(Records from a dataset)
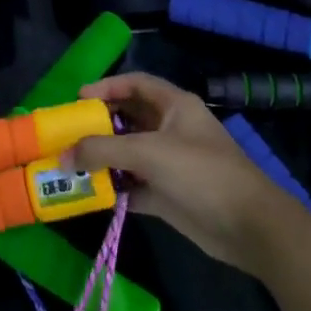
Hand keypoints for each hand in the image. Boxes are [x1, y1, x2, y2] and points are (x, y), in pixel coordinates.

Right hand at [65, 72, 284, 274]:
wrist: (249, 227)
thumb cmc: (201, 173)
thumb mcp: (148, 153)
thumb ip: (102, 151)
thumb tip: (62, 156)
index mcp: (174, 106)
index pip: (135, 83)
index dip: (106, 86)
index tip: (78, 99)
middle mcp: (171, 129)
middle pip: (128, 118)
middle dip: (98, 125)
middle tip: (68, 134)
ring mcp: (169, 163)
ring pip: (128, 153)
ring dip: (103, 159)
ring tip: (71, 164)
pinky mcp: (168, 194)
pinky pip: (133, 184)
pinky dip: (114, 188)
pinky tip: (91, 193)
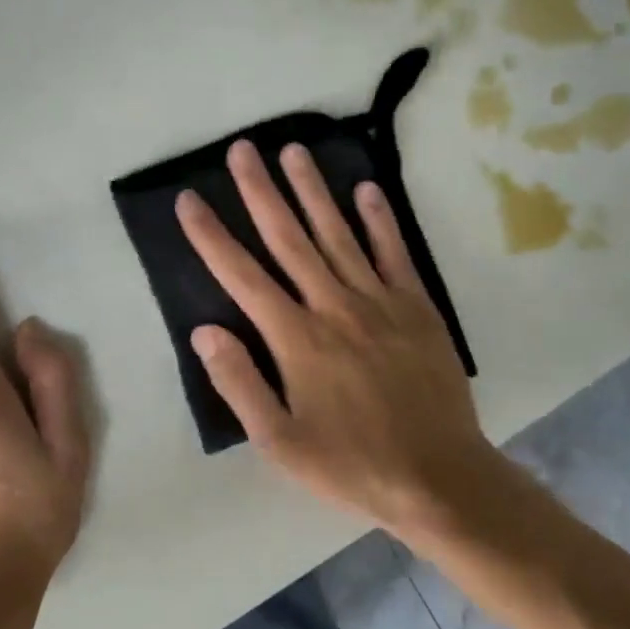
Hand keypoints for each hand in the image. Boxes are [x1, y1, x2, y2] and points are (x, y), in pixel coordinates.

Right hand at [176, 142, 500, 543]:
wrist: (440, 479)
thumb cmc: (351, 464)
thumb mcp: (280, 443)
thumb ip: (240, 384)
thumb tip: (204, 331)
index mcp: (296, 339)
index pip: (242, 276)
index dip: (211, 236)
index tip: (189, 199)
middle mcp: (334, 307)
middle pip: (288, 239)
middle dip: (260, 192)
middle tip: (242, 150)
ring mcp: (379, 302)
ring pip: (338, 234)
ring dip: (313, 190)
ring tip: (292, 151)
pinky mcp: (417, 307)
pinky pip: (394, 253)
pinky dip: (380, 219)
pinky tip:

▶ _Exercise details_
Go over the data and return every line that includes the word "pinky".

▶ _Solution to this problem_
pinky mcp: (168, 194)
pinky pip: (133, 184)
pinky dip: (114, 188)
pinky tip: (91, 193)
pinky mcp: (417, 307)
pinky pip: (394, 253)
pinky dip: (380, 219)
pinky tip:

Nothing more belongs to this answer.